DJs’ royal hospital prank ‘could have broken law’

Questions are being asked about whether the radio station broke the law — and whether the media authority regulator can, or will, punish them.

Note: This article is from the Guardian.


Powered by Guardian.co.ukThis article titled “Australian DJs’ prank ‘could have broken law and radio codes of practice’” was written by Alison Rourke in Sydney, for The Observer on Sunday 9th December 2012 00.07 UTC

There has been an outpouring of sympathy in Australia for the British nurse who took the prank call from two radio DJs pretending to be the Queen and Prince Charles.
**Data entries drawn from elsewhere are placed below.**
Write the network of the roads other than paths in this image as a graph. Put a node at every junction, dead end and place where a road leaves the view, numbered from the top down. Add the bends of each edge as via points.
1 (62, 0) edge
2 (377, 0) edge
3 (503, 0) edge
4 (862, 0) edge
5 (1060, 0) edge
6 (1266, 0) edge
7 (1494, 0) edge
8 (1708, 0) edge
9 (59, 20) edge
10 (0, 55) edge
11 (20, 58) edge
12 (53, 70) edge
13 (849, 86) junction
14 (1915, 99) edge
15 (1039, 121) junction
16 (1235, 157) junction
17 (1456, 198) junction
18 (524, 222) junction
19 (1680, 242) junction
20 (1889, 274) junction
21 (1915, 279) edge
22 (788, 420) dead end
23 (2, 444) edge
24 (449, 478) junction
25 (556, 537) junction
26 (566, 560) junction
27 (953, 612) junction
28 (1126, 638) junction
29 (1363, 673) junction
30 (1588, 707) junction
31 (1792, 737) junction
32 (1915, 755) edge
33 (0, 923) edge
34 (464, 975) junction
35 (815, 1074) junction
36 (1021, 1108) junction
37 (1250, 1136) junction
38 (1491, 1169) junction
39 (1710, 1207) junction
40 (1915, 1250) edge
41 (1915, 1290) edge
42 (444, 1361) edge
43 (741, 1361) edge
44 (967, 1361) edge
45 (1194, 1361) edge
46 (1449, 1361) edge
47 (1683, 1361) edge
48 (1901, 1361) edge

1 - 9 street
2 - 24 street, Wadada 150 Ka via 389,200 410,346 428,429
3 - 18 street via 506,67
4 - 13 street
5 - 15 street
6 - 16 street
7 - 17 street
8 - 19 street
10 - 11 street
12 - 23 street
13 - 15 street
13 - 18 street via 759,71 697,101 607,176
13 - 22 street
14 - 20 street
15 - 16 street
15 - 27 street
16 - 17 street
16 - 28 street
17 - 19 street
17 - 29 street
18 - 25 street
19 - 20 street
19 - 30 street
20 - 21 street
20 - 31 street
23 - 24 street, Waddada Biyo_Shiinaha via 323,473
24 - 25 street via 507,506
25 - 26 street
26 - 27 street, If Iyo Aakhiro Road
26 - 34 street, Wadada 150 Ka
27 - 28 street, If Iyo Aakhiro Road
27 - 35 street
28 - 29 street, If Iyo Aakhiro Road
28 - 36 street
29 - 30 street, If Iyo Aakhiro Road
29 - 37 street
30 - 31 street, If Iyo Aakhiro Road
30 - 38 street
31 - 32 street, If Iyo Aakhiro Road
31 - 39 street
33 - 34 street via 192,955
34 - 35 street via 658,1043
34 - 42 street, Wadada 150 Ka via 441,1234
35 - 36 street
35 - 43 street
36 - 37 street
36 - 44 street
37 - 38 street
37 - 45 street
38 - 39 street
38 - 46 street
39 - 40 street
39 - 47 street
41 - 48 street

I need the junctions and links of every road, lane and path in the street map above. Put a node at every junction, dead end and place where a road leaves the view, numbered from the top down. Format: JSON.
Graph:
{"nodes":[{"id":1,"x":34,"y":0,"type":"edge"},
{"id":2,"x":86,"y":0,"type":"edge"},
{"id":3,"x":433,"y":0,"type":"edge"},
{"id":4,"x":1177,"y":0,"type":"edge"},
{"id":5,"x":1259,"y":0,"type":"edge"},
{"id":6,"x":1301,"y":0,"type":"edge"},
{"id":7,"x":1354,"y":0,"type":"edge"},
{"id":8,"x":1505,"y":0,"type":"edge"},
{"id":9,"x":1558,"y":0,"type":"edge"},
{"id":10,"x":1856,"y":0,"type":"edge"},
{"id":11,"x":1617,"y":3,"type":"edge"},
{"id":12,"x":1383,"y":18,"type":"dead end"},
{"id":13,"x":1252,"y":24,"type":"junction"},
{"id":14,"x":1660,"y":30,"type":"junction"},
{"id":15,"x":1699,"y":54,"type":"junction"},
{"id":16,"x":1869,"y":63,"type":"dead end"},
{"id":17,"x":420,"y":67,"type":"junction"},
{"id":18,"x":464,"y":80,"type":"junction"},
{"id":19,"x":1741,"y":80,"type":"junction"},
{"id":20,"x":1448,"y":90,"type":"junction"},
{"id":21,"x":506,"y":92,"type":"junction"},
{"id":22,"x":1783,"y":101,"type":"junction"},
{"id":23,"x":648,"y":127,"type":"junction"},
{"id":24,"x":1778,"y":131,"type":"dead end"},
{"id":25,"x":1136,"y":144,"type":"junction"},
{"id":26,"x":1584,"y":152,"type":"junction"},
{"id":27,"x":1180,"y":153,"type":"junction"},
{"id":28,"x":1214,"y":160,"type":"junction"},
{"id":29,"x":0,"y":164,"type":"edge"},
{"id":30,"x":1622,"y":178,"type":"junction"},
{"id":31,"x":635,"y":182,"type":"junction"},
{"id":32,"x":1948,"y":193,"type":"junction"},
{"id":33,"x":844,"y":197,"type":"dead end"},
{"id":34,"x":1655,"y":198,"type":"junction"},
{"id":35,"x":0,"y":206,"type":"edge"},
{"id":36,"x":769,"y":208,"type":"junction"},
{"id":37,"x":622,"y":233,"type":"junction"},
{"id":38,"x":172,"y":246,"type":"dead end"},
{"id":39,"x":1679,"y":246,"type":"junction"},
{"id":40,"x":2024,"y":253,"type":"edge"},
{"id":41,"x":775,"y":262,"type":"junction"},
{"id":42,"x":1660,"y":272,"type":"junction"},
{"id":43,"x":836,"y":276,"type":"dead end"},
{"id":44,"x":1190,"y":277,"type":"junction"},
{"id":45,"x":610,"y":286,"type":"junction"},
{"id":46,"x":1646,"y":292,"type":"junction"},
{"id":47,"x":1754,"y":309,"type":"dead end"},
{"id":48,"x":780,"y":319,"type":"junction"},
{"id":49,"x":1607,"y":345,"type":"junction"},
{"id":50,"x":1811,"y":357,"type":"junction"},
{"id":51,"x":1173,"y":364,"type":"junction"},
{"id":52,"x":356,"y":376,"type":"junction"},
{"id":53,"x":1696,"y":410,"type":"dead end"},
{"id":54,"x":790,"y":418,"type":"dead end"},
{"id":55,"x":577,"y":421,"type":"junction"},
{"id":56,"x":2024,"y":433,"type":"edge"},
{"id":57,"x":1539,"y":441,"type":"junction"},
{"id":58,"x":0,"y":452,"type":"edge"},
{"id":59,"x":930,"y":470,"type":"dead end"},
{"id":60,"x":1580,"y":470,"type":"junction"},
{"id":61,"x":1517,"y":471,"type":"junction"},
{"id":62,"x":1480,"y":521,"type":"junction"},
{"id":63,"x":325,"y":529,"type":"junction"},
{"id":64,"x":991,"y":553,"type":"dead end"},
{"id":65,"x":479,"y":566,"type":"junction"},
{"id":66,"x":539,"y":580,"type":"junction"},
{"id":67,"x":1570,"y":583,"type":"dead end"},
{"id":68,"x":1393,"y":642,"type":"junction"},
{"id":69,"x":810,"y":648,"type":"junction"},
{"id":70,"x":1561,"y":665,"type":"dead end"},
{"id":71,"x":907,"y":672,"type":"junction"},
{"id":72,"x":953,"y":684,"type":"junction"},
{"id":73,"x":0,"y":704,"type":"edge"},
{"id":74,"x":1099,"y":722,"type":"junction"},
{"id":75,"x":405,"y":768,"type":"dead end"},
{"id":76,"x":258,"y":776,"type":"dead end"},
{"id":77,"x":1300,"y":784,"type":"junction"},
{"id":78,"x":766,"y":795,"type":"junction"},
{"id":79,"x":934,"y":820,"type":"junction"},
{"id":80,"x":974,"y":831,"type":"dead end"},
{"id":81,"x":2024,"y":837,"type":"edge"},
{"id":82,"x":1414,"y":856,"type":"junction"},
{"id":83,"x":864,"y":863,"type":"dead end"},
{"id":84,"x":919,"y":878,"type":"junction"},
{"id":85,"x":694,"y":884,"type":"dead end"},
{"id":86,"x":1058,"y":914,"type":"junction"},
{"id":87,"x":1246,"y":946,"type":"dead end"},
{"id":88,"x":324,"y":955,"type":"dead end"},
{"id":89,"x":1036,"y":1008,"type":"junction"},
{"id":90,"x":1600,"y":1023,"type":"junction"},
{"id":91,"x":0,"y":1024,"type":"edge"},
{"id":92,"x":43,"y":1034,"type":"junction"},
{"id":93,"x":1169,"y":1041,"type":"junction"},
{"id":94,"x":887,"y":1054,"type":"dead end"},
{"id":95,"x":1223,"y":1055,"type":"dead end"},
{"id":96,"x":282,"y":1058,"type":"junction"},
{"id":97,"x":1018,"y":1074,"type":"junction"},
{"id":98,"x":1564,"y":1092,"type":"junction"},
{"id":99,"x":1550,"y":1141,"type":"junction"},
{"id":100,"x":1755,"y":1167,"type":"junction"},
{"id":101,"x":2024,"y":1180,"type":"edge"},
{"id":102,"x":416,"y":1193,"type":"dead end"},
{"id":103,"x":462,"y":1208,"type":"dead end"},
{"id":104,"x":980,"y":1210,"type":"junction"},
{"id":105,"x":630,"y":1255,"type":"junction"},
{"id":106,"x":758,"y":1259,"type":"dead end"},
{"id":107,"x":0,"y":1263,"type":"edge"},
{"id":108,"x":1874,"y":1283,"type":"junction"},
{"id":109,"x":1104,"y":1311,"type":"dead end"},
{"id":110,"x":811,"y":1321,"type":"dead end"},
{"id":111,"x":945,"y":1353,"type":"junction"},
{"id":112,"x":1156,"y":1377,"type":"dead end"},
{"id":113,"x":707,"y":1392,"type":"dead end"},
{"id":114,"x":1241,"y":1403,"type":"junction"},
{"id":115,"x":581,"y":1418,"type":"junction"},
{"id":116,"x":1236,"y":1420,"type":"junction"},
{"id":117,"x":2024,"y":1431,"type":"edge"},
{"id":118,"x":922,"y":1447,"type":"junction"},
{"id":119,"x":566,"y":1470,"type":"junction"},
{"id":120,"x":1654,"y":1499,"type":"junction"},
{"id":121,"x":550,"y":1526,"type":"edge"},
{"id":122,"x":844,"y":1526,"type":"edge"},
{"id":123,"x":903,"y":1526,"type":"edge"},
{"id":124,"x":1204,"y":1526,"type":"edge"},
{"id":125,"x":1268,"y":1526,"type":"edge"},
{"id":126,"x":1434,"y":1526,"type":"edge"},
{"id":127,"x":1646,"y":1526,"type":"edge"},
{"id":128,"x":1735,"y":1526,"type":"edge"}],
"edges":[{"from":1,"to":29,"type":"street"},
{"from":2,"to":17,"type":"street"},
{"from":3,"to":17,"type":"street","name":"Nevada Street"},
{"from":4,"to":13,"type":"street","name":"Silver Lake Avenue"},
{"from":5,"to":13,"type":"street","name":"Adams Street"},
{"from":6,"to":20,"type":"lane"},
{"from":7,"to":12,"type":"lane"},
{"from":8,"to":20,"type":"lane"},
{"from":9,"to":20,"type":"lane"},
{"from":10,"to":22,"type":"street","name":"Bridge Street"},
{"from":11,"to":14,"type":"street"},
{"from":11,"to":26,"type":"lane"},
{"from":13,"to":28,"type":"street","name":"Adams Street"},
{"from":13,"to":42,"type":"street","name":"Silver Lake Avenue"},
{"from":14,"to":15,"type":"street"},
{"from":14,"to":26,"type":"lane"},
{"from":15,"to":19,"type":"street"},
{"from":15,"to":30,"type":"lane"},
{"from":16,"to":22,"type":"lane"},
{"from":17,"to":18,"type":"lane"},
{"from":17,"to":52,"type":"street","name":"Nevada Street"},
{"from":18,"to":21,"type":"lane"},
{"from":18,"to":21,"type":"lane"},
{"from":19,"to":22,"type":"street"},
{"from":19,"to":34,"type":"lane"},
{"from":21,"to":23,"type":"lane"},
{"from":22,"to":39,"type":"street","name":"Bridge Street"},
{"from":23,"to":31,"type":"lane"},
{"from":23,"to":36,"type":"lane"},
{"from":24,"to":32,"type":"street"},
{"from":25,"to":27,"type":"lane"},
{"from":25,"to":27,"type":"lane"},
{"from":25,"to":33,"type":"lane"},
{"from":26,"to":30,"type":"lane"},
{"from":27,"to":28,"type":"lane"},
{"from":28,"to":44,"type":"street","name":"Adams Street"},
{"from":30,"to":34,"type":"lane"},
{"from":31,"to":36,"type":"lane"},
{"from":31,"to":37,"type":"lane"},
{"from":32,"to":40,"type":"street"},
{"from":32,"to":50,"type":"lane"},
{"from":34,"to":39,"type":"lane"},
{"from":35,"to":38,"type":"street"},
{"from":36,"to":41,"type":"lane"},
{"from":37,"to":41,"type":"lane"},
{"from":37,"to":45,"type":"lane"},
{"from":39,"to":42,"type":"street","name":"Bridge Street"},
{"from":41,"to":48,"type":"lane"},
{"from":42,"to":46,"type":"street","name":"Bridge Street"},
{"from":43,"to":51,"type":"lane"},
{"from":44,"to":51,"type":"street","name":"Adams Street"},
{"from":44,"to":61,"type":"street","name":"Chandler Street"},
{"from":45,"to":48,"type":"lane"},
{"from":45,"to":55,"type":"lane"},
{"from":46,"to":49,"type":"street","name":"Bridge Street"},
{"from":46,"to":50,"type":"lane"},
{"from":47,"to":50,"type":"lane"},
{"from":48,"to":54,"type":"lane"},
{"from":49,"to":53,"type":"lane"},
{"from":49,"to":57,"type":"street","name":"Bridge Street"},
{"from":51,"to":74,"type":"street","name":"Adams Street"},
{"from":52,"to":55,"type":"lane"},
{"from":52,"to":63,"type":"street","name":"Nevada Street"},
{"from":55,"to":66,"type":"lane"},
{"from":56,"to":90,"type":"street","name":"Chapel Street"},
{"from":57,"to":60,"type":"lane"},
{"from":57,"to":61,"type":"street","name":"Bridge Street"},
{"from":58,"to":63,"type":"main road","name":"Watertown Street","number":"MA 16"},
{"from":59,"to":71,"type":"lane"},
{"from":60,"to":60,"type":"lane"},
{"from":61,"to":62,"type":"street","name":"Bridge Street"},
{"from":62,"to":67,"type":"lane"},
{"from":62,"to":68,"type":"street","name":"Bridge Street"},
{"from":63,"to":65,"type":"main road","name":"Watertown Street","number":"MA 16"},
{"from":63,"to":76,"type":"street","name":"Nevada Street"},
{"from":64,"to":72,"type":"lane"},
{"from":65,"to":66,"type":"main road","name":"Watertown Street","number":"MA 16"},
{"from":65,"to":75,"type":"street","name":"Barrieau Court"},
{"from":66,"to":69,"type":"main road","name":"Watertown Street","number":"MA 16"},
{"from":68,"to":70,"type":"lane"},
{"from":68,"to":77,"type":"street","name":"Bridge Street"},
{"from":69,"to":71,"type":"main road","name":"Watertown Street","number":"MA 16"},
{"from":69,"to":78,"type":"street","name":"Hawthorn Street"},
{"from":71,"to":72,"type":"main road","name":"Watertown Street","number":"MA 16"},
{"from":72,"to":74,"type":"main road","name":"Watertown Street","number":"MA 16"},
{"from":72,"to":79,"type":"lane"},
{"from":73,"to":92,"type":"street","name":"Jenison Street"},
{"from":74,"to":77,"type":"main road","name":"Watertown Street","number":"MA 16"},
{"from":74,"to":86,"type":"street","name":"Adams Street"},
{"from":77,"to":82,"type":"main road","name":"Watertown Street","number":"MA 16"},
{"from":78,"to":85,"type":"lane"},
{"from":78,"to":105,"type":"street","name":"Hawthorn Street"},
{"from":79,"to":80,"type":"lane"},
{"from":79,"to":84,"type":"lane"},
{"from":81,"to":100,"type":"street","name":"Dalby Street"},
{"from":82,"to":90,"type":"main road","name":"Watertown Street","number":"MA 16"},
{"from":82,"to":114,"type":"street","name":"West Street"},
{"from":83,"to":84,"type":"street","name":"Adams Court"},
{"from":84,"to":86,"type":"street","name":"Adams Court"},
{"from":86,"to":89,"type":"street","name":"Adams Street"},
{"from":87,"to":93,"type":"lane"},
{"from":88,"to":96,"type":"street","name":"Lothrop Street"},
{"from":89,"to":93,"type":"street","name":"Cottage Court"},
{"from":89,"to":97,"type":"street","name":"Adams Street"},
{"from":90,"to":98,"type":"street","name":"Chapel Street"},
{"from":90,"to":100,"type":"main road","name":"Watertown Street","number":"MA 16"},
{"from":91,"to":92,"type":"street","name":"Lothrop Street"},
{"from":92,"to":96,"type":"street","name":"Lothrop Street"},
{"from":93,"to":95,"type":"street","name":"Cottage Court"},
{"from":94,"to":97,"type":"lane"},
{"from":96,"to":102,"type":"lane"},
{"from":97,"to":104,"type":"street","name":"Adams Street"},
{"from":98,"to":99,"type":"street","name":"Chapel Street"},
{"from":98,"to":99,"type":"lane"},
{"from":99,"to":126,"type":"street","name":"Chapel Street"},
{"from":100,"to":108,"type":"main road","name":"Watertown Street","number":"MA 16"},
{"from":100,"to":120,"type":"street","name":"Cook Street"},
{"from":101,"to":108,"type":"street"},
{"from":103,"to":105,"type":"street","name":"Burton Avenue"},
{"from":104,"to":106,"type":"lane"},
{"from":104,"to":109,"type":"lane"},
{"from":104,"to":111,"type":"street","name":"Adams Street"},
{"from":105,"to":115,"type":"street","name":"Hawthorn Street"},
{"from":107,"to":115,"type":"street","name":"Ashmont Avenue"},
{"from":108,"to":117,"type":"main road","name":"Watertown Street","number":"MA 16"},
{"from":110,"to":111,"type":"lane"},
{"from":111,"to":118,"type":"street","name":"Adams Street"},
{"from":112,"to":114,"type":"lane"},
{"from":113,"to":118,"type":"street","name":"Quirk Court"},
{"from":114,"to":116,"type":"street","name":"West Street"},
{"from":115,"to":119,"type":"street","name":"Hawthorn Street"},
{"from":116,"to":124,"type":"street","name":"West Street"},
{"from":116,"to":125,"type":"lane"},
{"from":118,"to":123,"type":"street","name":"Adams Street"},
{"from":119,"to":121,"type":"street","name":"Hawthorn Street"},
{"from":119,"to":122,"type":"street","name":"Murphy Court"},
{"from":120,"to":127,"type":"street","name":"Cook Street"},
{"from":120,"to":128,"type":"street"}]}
At the same time questions are being asked about whether the radio station broke the law – and whether the media authority regulator can, or will, punish them.

Rhys Holleran, head of the Southern Cross Austereo network which owns the radio station 2Day FM where the DJs work, said Jacintha Saldanha’s death was a “tragic event and one that we could not have reasonably foreseen”.

He added: “We are very confident that we haven’t done anything illegal. We are satisfied that the procedures we have in place have been met.”

The prank call, by presenters Mel Greig and Michael Christian, was prerecorded and vetted by the station’s lawyers before being put on air.

But according to Barbara McDonald, professor in media law at Sydney University, Australian law, the commercial radio code of practice (drawn up by the industry) and the privacy code of the Australian Communications and Media Authority (ACMA) may all have been broken, leaving open the prospect of legal and regulatory action.

“The phrase ‘reasonably foreseeable’ is a clear concept in negligence liability,” she said. “When he [Holleran] said that the consequences couldn’t have been ‘reasonably foreseen’, clearly they are looking at a legal liability issue in terms of responsibility for a tragic death.”

McDonald said the station may also have breached telecommunications laws which prohibit the secret recording of conversations, as well as defamation law if it was to be found that by playing a recording of the prank repeatedly, they were found to have ridiculed the nurses involved.

The DJs’ call to the Edward VII hospital in London where the Duchess of Cambridge was staying may also have breached the commercial radio industry’s codes of practice, which were updated last year. According to the codes, radio stations must not broadcast the words of “an identifiable person” unless that person is aware that the words may be broadcast.

Where someone has been recorded without their knowledge, they must give their consent for their words to be broadcast. McDonald says that because the nurses were not informed that their calls were being recorded or that they were to be broadcast, there was a “clear breach” of the code.

However, a spokesman for Austereo, Sandy Kay, said that because the recipient of the prank call was in England and not in Australia, no law had been broken. McDonald described this argument as “ridiculous”. “I don’t think there could be any geographical limitation put on this code of practice,” she said.

Commercial radio stations are regulated by the ACMA, which has the power to remove a station’s licence, something that has never been done before. It also has the power to impose conditions on the licences of radio stations.

2Day FM has had two licence conditions imposed on it in the past three years. In 2009, a 14-year-old-girl was questioned on air by her mother about whether she was sexually active, despite the station apparently already knowing she had been sexually assaulted.

When she said that she had been raped aged 12, 2Day FM’s shock jock, Kyle Sandilands, who presented the show with DJ Jackie O’Neil, then asked: “Right, and is that the only sexual experience you’ve had?” The interview ended after O’Neil stepped in and she and Sandilands apologised.

In 2012 another licence condition was imposed on 2Day FM after Sandilands insulted a female journalist for reporting the low ratings of a TV show that he and O’Neil had presented.

The ACMA has received complaints about last week’s prank call, but has not launched an investigation. It says the onus is on the radio station in the first place to deal with any complaints. In a statement, the ACMA’s chairman, Chris Chapman, said it would be “engaging with the licensee, Today FM Sydney, around the facts and issues surrounding the prank call”.

According to Professor Matthew Ricketson of the University of Canberra, who worked on Australia’s recent inquiry into independent media in Australia carried out by Ray Finklestein QC, the ACMA needs more broad-ranging power to police commercial radio stations.

“The ACMA’s powers range from the very harsh – taking away the licensee’s licence, something that’s very rare – to a slap on the wrist, like having to implement training programmes, with not much in between,” he said. The ACMA does not have the power to fine a radio station, nor to insist that a DJ be taken off air.

Ricketson says that because radio stations such as 2Day FM come under the light entertainment category, it is not clear whether they would be covered by the regulatory body proposed by the Finklestein review, the News Media Council (NMC). The report, published in March, recommended that the NMC be given the power to set journalistic standards for all news organisations, including print, radio, TV and online. It also recommended that it should have the power to order the publication of apologies, corrections or retractions. It was shouted down by virtually all the mainstream media.